(director: John Brahm; screenwriters: from a book by Marie Belloc Lowndes/Barré Lyndon; cinematographer: Lucien Ballard; editor: J. Watson Webb, Jr.; cast: Merle Oberon (Kitty Langley), George Sanders (John Warwick), Laird Cregar (The Lodger, Slade), Cedric Hardwicke (Robert Burton), Sara Allgood (Ellen), Aubrey Mather (Supt. Sutherland), Queenie Leonard (Daisey), Doris Lloyd (Jennie), Anita Bolster (Wiggy), Helena Pickard (Anne Rowley); Runtime: 84; 20th Century Fox; 1944)
“Laird Cregar’s performance was brilliantly disturbing.”
Reviewed by Dennis Schwartz
An evocative, atmospheric mood piece that is brilliantly photographed by Lucien Ballard, set in the fogbound and shadowy London streets of Whitechapel during the 1880s. It is the fictional story of Jack the Ripper, the third film version adapted from the book by Marie Belloc-Lowndes (a remake of Alfred Hitchcock’s 1925 film of the same name). This strange tale is noted for its riveting performance by Laird Cregar as the strangler.
The film opens to the eerie screams at night of a drunken showgirl getting her throat slashed by Jack the Ripper (Cregar). He then appears walking the night streets, as newspaper boys hawk their papers by shouting out that the Ripper strikes again. Cregar rents a room on Montague Square from Ellen Burton (Allgood), who seems glad to take his advanced monthly payment and fails to notice how strange he is. He tells her his name is Slade and that he works as a pathologist at University Hospital and that this place is like a refuge. He requests that she regards him as a lodger not as a guest. He also tells her he’ll use the attic to conduct science experiments and that he keeps irregular hours. When he sees pictures of actresses in his room, he turns the pictures backwards saying they seem to be staring at him.
It hardly seems possible that he wasn’t suspected of being the Ripper right from his introduction. The landlady’s husband Robert (Hardwicke) is reluctant to have a lodger, but because of his failed business he needs the dough. Also living there are the maid Daisy (Queenie Leonard) and their beautiful niece Kitty Langley (Oberon). She’s acclaimed by the newspapers to be a new stage star and is set to be in a musical soon opening at the Whitechapel theater.
When the lodger meets the stunning Kitty, he tells her he enjoys walking the streets at night when they are empty. That he goes to the Thames because the deep water is dark and restful and full of peace. He also shows her a photo of his brother who was an artistic genius, but died at a young age because a beautiful actress ruined his life.
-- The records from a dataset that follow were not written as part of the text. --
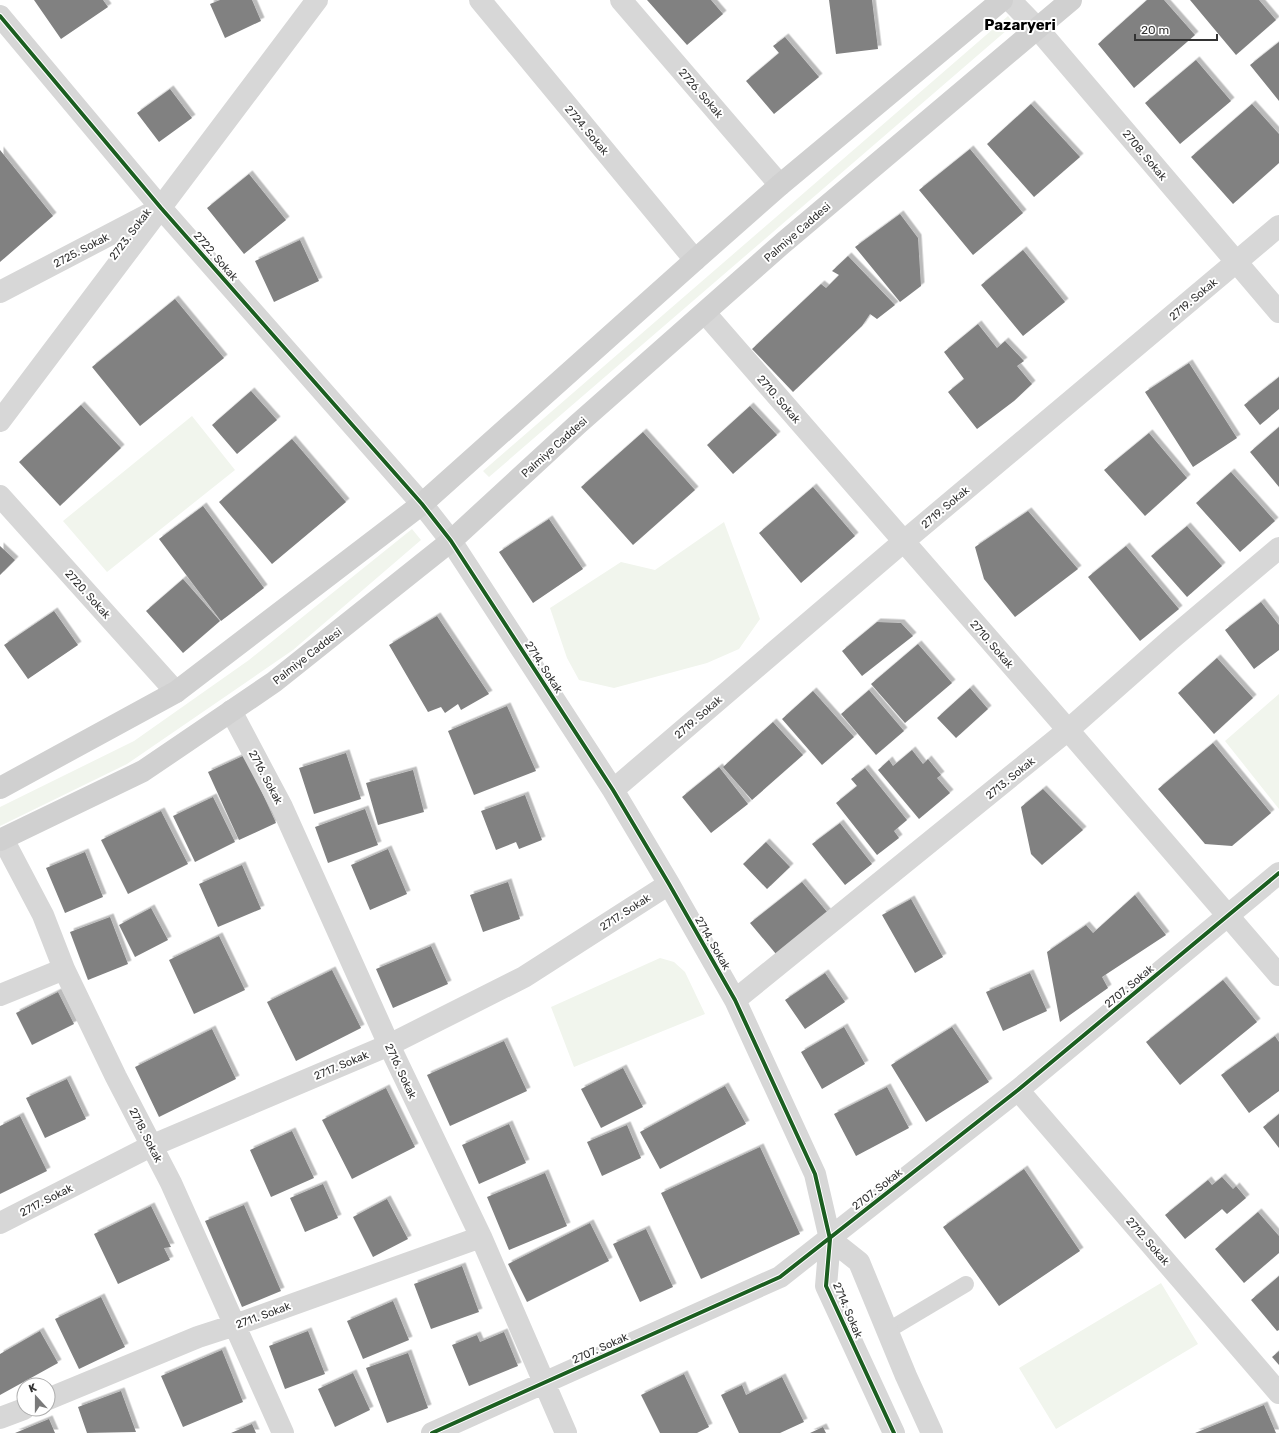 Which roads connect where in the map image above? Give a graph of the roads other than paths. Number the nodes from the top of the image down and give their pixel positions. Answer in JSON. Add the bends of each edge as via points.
{"nodes":[{"id":1,"x":317,"y":0,"type":"edge"},
{"id":2,"x":480,"y":0,"type":"edge"},
{"id":3,"x":621,"y":0,"type":"edge"},
{"id":4,"x":1002,"y":0,"type":"edge"},
{"id":5,"x":1010,"y":0,"type":"edge"},
{"id":6,"x":1071,"y":0,"type":"edge"},
{"id":7,"x":0,"y":16,"type":"edge"},
{"id":8,"x":1037,"y":28,"type":"junction"},
{"id":9,"x":780,"y":185,"type":"junction"},
{"id":10,"x":161,"y":208,"type":"junction"},
{"id":11,"x":1279,"y":226,"type":"edge"},
{"id":12,"x":695,"y":260,"type":"junction"},
{"id":13,"x":1236,"y":262,"type":"junction"},
{"id":14,"x":0,"y":292,"type":"edge"},
{"id":15,"x":1279,"y":312,"type":"edge"},
{"id":16,"x":705,"y":313,"type":"junction"},
{"id":17,"x":0,"y":421,"type":"edge"},
{"id":18,"x":0,"y":496,"type":"edge"},
{"id":19,"x":422,"y":504,"type":"junction"},
{"id":20,"x":451,"y":541,"type":"junction"},
{"id":21,"x":903,"y":542,"type":"junction"},
{"id":22,"x":1279,"y":548,"type":"edge"},
{"id":23,"x":176,"y":692,"type":"junction"},
{"id":24,"x":231,"y":711,"type":"junction"},
{"id":25,"x":1068,"y":730,"type":"junction"},
{"id":26,"x":0,"y":788,"type":"edge"},
{"id":27,"x":613,"y":790,"type":"junction"},
{"id":28,"x":1,"y":840,"type":"edge"},
{"id":29,"x":1279,"y":873,"type":"edge"},
{"id":30,"x":669,"y":884,"type":"junction"},
{"id":31,"x":1228,"y":916,"type":"junction"},
{"id":32,"x":64,"y":969,"type":"junction"},
{"id":33,"x":1279,"y":975,"type":"edge"},
{"id":34,"x":0,"y":995,"type":"edge"},
{"id":35,"x":735,"y":1000,"type":"junction"},
{"id":36,"x":389,"y":1045,"type":"junction"},
{"id":37,"x":1018,"y":1090,"type":"junction"},
{"id":38,"x":152,"y":1146,"type":"junction"},
{"id":39,"x":0,"y":1223,"type":"edge"},
{"id":40,"x":481,"y":1237,"type":"junction"},
{"id":41,"x":830,"y":1239,"type":"junction"},
{"id":42,"x":966,"y":1284,"type":"dead end"},
{"id":43,"x":235,"y":1325,"type":"junction"},
{"id":44,"x":887,"y":1331,"type":"junction"},
{"id":45,"x":544,"y":1383,"type":"junction"},
{"id":46,"x":1279,"y":1393,"type":"edge"},
{"id":47,"x":56,"y":1396,"type":"edge"},
{"id":48,"x":16,"y":1412,"type":"edge"},
{"id":49,"x":0,"y":1418,"type":"edge"},
{"id":50,"x":283,"y":1433,"type":"edge"},
{"id":51,"x":432,"y":1433,"type":"edge"},
{"id":52,"x":566,"y":1433,"type":"edge"},
{"id":53,"x":894,"y":1433,"type":"edge"},
{"id":54,"x":932,"y":1433,"type":"edge"}],
"edges":[{"from":1,"to":10,"type":"street","name":"2723. Sokak"},
{"from":2,"to":12,"type":"street","name":"2724. Sokak"},
{"from":3,"to":9,"type":"street","name":"2726. Sokak"},
{"from":4,"to":9,"type":"main road"},
{"from":5,"to":8,"type":"street","name":"2708. Sokak"},
{"from":6,"to":8,"type":"main road","name":"Palmiye Caddesi"},
{"from":7,"to":10,"type":"street","name":"2722. Sokak"},
{"from":8,"to":13,"type":"street","name":"2708. Sokak"},
{"from":8,"to":16,"type":"main road","name":"Palmiye Caddesi","via":[[783,243]]},
{"from":9,"to":12,"type":"main road"},
{"from":10,"to":14,"type":"street","name":"2725. Sokak"},
{"from":10,"to":17,"type":"street","name":"2723. Sokak"},
{"from":10,"to":19,"type":"street","name":"2722. Sokak"},
{"from":11,"to":13,"type":"street","name":"2719. Sokak"},
{"from":12,"to":19,"type":"main road"},
{"from":13,"to":15,"type":"street","name":"2708. Sokak"},
{"from":13,"to":21,"type":"street","name":"2719. Sokak"},
{"from":16,"to":20,"type":"main road","name":"Palmiye Caddesi","via":[[578,424]]},
{"from":16,"to":21,"type":"street","name":"2710. Sokak"},
{"from":18,"to":23,"type":"street","name":"2720. Sokak"},
{"from":19,"to":20,"type":"street","name":"2714. Sokak"},
{"from":19,"to":23,"type":"main road"},
{"from":20,"to":24,"type":"main road","name":"Palmiye Caddesi","via":[[274,682]]},
{"from":20,"to":27,"type":"street","name":"2714. Sokak"},
{"from":21,"to":25,"type":"street","name":"2710. Sokak"},
{"from":21,"to":27,"type":"street","name":"2719. Sokak"},
{"from":22,"to":25,"type":"street","name":"2713. Sokak"},
{"from":23,"to":26,"type":"main road"},
{"from":24,"to":28,"type":"main road","name":"Palmiye Caddesi","via":[[143,771]]},
{"from":24,"to":36,"type":"street","name":"2716. Sokak","via":[[282,807]]},
{"from":25,"to":31,"type":"street","name":"2710. Sokak"},
{"from":25,"to":35,"type":"street","name":"2713. Sokak"},
{"from":27,"to":30,"type":"street","name":"2714. Sokak"},
{"from":28,"to":32,"type":"street","name":"2718. Sokak","via":[[43,915]]},
{"from":29,"to":31,"type":"street","name":"2707. Sokak"},
{"from":30,"to":35,"type":"street","name":"2714. Sokak"},
{"from":30,"to":36,"type":"street","name":"2717. Sokak","via":[[524,977]]},
{"from":31,"to":33,"type":"street","name":"2710. Sokak"},
{"from":31,"to":37,"type":"street","name":"2707. Sokak"},
{"from":32,"to":34,"type":"street"},
{"from":32,"to":38,"type":"street","name":"2718. Sokak"},
{"from":35,"to":41,"type":"street","name":"2714. Sokak","via":[[815,1174]]},
{"from":36,"to":38,"type":"street","name":"2717. Sokak"},
{"from":36,"to":40,"type":"street","name":"2716. Sokak"},
{"from":37,"to":41,"type":"street","name":"2707. Sokak"},
{"from":37,"to":46,"type":"street","name":"2712. Sokak"},
{"from":38,"to":39,"type":"street","name":"2717. Sokak"},
{"from":38,"to":43,"type":"street","name":"2718. Sokak"},
{"from":40,"to":43,"type":"street","name":"2711. Sokak"},
{"from":40,"to":45,"type":"street","name":"2716. Sokak"},
{"from":41,"to":44,"type":"street","via":[[859,1262]]},
{"from":41,"to":45,"type":"street","name":"2707. Sokak","via":[[780,1277]]},
{"from":41,"to":53,"type":"street","name":"2714. Sokak","via":[[826,1286]]},
{"from":42,"to":44,"type":"lane"},
{"from":43,"to":47,"type":"street","name":"2711. Sokak","via":[[198,1337]]},
{"from":43,"to":50,"type":"street","name":"2718. Sokak"},
{"from":44,"to":54,"type":"street"},
{"from":45,"to":51,"type":"street","name":"2707. Sokak"},
{"from":45,"to":52,"type":"street","name":"2716. Sokak"},
{"from":48,"to":49,"type":"street"}]}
At the theater, Annie Rowley (Pickard), an actress who never made it to stardom but once opened at the same theater Kitty is appearing at, comes by to wish her luck and tells her to never whistle in the dressing room because it will bring her bad luck. Later on that evening, Annie will become another of the Ripper’s victims. When Inspector John Warwick (Sanders) comes to the theater to interview Kitty about Annie’s earlier visit, he’s struck by Kitty’s beauty and falls in love with her. He tells her uncle that the Ripper has killed only showgirls and seems to be knowledgeable about medical procedures, and he was seen carrying a black bag.
At home Ellen discovers her lodger burning his black bag, but when she tells Robert he says: that’s logical because he doesn’t want to become a suspect. Soon another murder takes place, as an elderly show girl Jennie (Doris Lloyd) lends her accordion to a pickpocket (Bolster) who can’t earn money on the streets of Whitechapel these days because of the presence of too many police and hopes to play hymns on the street to collect some donations. The Ripper does his slashing thing on Jennie and then goes to the Thames to wash his bloody hands. Sneaking back to his lodgings late at night, he is spotted by Kitty who sees him burning his coat. He tells her it got contaminated in an experiment and he doesn’t want to infect the household. At last Kitty’s suspicions are aroused and her suitor, Inspector Warwick, comes to get any fingerprints the lodger might have left in the room.
The finale is tense, as the action takes place in the theater with Slade going after Kitty in her dressing room. Slade tells her he’s killing the evil in the showgirls and letting the good live in them. He believes that he is right to rid the world of stage women because one of them ruined his brother. He further tells her that the Solomon from the Bible warns against women with painted faces.
The film had a strange fascination. Laird Cregar’s performance was brilliantly disturbing.